**What is required**
Looking through the records below, please work out how many lines contain "Thurber". Give only that number.

*** Opening of Entries shown ***

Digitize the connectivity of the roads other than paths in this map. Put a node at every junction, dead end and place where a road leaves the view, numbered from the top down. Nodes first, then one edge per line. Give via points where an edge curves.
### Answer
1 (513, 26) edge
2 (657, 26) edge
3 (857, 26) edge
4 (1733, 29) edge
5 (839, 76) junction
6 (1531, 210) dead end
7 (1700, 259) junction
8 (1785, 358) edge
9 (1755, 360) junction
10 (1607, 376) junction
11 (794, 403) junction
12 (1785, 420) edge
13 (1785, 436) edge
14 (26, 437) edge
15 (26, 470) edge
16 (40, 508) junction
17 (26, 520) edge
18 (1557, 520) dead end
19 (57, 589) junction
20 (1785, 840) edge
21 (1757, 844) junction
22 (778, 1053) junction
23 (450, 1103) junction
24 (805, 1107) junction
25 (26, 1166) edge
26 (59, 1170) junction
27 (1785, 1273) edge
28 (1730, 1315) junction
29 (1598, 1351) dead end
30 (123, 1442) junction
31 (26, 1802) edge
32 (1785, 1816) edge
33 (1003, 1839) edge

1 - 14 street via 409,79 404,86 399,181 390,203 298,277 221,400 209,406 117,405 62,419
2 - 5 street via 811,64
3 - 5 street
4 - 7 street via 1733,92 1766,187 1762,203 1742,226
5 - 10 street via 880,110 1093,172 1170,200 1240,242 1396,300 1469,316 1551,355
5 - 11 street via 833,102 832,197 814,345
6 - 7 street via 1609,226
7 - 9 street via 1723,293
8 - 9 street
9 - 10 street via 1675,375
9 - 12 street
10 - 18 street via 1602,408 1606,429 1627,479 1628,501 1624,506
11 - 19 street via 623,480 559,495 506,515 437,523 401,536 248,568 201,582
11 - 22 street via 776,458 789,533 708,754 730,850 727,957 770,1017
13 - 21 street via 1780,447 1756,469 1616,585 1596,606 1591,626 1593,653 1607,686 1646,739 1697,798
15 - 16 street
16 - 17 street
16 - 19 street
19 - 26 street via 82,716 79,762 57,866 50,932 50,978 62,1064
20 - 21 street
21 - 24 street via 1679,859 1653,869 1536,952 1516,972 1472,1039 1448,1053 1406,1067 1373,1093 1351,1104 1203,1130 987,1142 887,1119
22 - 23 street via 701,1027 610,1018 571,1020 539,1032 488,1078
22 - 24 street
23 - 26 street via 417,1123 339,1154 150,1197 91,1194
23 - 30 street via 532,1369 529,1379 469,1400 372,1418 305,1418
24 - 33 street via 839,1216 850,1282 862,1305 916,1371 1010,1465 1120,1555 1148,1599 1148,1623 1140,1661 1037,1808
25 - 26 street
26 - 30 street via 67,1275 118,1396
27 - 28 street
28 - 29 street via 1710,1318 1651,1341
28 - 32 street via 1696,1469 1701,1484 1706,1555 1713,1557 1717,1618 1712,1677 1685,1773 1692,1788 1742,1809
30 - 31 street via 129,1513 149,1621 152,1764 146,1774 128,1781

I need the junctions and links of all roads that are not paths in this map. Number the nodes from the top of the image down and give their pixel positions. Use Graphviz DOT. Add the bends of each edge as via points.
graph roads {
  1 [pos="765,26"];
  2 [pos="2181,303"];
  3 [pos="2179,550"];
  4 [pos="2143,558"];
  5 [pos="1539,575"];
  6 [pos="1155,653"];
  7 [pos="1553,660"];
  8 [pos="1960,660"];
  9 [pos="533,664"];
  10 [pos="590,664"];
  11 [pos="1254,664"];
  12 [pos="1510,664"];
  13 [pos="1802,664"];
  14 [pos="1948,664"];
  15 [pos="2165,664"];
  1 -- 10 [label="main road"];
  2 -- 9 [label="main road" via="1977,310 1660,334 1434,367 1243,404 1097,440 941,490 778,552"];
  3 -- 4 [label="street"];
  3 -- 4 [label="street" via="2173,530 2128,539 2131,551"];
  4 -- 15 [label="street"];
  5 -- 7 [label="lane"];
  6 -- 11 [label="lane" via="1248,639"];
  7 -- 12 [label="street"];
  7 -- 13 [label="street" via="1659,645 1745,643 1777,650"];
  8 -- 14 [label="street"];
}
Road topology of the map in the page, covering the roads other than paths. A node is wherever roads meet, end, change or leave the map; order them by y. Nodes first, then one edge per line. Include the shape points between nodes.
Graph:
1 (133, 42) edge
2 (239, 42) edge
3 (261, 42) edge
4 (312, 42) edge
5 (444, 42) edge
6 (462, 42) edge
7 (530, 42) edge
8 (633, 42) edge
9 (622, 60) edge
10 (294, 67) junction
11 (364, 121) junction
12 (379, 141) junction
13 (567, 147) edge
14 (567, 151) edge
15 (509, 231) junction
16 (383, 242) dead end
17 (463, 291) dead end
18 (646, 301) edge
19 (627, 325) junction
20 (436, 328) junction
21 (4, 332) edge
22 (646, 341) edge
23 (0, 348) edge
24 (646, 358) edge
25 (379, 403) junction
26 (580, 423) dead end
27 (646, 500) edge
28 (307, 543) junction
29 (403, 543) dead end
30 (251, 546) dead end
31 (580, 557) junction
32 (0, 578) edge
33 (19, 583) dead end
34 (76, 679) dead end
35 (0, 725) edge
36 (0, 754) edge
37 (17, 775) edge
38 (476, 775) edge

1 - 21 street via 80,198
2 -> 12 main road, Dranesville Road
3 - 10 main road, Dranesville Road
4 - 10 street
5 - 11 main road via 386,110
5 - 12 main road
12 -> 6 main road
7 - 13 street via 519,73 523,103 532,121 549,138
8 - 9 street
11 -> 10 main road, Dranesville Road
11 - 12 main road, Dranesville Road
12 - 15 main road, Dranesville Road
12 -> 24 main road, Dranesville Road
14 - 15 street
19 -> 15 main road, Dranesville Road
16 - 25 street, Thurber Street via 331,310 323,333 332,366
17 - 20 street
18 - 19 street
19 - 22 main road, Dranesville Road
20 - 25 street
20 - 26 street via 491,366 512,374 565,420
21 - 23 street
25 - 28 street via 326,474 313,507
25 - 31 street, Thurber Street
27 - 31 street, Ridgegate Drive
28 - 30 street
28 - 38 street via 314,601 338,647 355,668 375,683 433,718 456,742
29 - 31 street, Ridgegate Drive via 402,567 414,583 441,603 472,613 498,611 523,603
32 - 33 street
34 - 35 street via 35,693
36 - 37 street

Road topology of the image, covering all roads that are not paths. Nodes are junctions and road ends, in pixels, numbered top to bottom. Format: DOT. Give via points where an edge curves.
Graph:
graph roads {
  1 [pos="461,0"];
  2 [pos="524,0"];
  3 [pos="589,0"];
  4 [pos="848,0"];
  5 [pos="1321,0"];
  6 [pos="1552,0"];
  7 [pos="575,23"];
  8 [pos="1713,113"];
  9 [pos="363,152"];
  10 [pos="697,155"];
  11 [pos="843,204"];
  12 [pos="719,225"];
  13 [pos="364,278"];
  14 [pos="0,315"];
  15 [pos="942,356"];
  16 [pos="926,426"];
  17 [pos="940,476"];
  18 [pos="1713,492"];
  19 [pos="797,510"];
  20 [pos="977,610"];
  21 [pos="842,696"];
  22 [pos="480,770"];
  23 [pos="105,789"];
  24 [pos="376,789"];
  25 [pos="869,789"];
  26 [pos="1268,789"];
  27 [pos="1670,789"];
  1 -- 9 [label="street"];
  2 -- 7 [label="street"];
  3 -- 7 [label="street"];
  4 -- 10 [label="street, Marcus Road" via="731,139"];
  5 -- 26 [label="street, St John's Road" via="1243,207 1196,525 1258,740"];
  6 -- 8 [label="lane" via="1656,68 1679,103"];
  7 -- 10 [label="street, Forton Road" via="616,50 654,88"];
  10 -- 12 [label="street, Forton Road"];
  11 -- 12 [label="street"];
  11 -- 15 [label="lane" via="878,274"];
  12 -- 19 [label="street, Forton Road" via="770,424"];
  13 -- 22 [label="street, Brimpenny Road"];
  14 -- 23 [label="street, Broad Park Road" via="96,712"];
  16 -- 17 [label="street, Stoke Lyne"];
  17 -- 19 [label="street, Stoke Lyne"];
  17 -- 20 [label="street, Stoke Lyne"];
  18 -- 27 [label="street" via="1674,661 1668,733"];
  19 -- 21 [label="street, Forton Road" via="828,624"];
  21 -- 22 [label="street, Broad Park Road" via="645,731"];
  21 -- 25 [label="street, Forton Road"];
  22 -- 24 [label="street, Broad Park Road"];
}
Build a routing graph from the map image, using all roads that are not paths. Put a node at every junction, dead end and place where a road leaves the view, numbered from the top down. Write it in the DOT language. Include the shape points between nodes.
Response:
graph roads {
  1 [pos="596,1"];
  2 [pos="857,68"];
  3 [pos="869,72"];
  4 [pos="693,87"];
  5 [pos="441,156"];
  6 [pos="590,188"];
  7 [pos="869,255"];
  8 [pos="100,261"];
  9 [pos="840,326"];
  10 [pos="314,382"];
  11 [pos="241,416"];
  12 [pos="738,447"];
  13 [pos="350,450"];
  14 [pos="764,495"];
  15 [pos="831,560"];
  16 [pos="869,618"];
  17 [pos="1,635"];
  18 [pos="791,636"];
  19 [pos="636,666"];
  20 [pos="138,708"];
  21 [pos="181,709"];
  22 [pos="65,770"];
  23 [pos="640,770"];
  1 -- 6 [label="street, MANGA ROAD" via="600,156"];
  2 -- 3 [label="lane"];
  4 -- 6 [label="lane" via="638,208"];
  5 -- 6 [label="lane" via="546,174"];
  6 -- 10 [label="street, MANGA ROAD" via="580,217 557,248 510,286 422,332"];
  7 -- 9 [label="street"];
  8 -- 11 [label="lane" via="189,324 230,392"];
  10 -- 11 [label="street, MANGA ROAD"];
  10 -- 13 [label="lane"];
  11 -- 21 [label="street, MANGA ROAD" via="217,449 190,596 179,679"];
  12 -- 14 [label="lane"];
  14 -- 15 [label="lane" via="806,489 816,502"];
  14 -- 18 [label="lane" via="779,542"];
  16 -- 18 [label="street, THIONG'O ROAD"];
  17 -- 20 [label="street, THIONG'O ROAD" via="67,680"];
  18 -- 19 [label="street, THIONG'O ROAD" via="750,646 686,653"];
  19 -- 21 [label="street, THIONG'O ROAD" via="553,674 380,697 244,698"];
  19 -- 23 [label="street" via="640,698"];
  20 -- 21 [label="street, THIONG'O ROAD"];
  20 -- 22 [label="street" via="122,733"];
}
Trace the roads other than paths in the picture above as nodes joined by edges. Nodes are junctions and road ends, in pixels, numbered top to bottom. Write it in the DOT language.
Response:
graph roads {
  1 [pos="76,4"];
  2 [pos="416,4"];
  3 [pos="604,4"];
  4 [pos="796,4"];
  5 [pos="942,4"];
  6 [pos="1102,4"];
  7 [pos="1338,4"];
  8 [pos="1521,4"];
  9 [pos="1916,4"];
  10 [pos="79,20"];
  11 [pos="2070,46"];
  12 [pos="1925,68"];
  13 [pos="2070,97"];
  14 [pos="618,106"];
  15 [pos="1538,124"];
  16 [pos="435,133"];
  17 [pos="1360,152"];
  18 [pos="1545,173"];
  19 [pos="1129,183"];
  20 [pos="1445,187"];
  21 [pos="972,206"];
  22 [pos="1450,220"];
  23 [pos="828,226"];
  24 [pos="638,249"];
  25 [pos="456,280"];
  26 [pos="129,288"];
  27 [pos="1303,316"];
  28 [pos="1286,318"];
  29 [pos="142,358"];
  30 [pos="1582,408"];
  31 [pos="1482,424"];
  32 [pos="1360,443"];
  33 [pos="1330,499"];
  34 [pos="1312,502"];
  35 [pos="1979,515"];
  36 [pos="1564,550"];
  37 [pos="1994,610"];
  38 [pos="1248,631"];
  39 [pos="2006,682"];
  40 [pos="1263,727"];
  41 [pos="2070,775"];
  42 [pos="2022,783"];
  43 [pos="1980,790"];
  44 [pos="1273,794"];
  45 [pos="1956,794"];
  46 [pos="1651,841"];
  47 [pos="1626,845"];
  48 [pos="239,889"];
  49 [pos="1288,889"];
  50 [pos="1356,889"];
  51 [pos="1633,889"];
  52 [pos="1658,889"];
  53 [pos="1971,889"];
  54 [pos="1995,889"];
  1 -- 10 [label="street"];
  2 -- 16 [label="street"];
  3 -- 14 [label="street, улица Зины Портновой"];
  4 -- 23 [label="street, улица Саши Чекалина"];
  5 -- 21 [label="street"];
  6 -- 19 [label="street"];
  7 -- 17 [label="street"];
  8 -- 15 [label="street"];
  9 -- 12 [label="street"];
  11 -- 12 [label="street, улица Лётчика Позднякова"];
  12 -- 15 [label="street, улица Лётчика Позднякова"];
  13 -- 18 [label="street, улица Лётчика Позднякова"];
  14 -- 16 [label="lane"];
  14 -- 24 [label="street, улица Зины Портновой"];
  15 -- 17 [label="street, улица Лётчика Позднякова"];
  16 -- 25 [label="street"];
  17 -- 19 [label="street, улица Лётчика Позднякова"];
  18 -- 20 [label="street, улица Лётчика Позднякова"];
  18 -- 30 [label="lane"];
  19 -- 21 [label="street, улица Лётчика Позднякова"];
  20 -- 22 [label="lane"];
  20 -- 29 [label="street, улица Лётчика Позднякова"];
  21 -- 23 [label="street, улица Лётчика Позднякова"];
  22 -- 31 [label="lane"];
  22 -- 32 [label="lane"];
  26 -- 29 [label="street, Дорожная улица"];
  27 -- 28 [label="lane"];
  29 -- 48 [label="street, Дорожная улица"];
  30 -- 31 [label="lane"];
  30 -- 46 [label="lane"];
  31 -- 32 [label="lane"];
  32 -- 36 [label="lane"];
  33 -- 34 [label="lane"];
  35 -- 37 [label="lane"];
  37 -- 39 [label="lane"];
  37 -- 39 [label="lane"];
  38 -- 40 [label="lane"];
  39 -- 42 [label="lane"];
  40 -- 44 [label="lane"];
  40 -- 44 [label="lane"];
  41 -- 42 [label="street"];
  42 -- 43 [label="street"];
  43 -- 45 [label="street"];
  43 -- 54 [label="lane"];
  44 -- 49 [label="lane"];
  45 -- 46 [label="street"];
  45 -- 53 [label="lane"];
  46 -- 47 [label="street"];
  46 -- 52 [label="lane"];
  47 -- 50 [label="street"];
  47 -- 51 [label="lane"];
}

*** Close of Entries shown ***

**Result below**
2